Singh is one of Britain’s outstanding science writers. Over the past two decades, through his journalism and best-selling books, Singh has shared his enthusiasm for demystifying science with a growing number of readers. Singh’s 1997 book, Fermat’s Last Theorem, was a dramatic account of the researchers who finally proved “mathematics’ hardest problem” in the 1990s, and it became the first book on maths to top the British best-seller list in 1997. In The Code Book, two years later, Singh chronicled the mysteries of cryptography, ciphers and code breaking—and explained how science helped the allies defeat the Nazis during World War II. For his third book, Big Bang, published in 2005, he turned his attention to the origins of the universe.

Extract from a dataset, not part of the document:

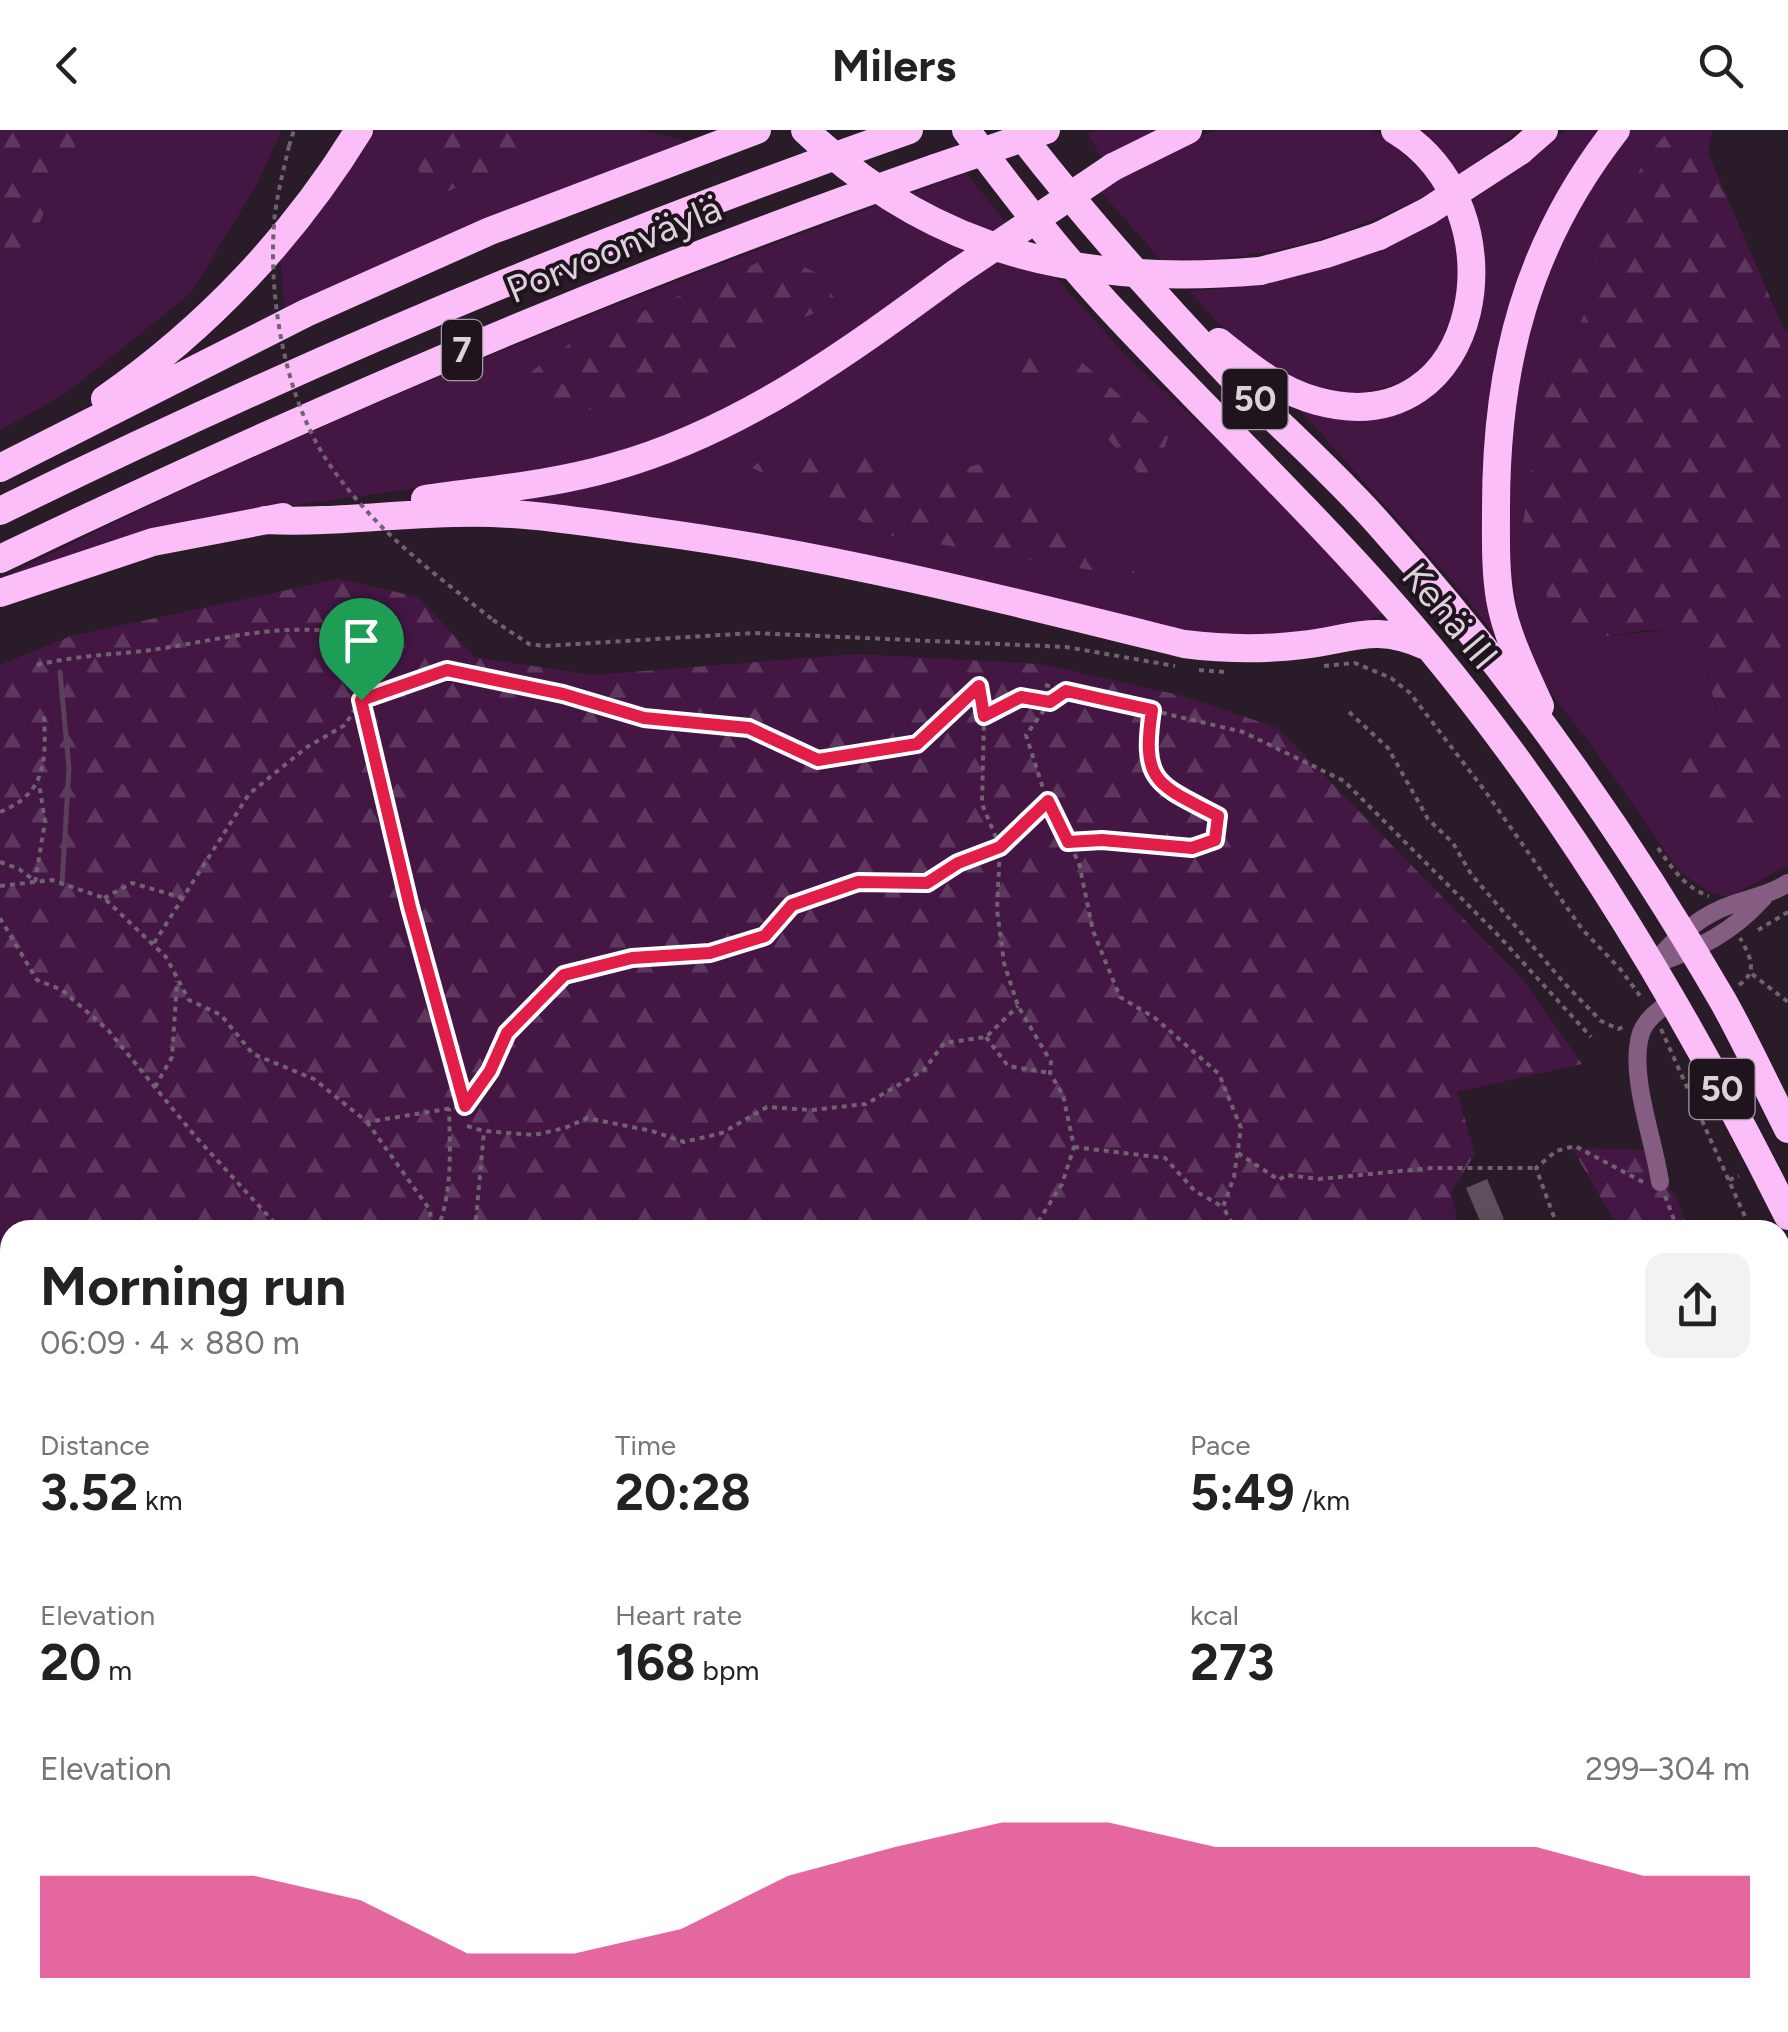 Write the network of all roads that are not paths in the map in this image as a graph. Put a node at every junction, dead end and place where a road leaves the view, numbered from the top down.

Singh’s trajectory into the world of science was an unusual one. Trade and business run in his family. His parents, Mehnga Singh and Swaran Kaur, migrated to the West Country, as southwestern England is known, from Phagwara in the Punjab in 1951. His father worked at first as a door-to-door trader, and later set up a clothing shop. Singh’s parents gave their children Western names (Simon’s brothers are Tom and George, his sister Christine) because, he says, “No one out there in those days could have pronounced an Indian name.” Tom built the family brand, New Look, which opened its first store in Taunton in 1969 and has now become a major retail chain with nearly 1,000 stores worldwide. (Last year, the Queen honoured Tom with the Order of the British Empire.)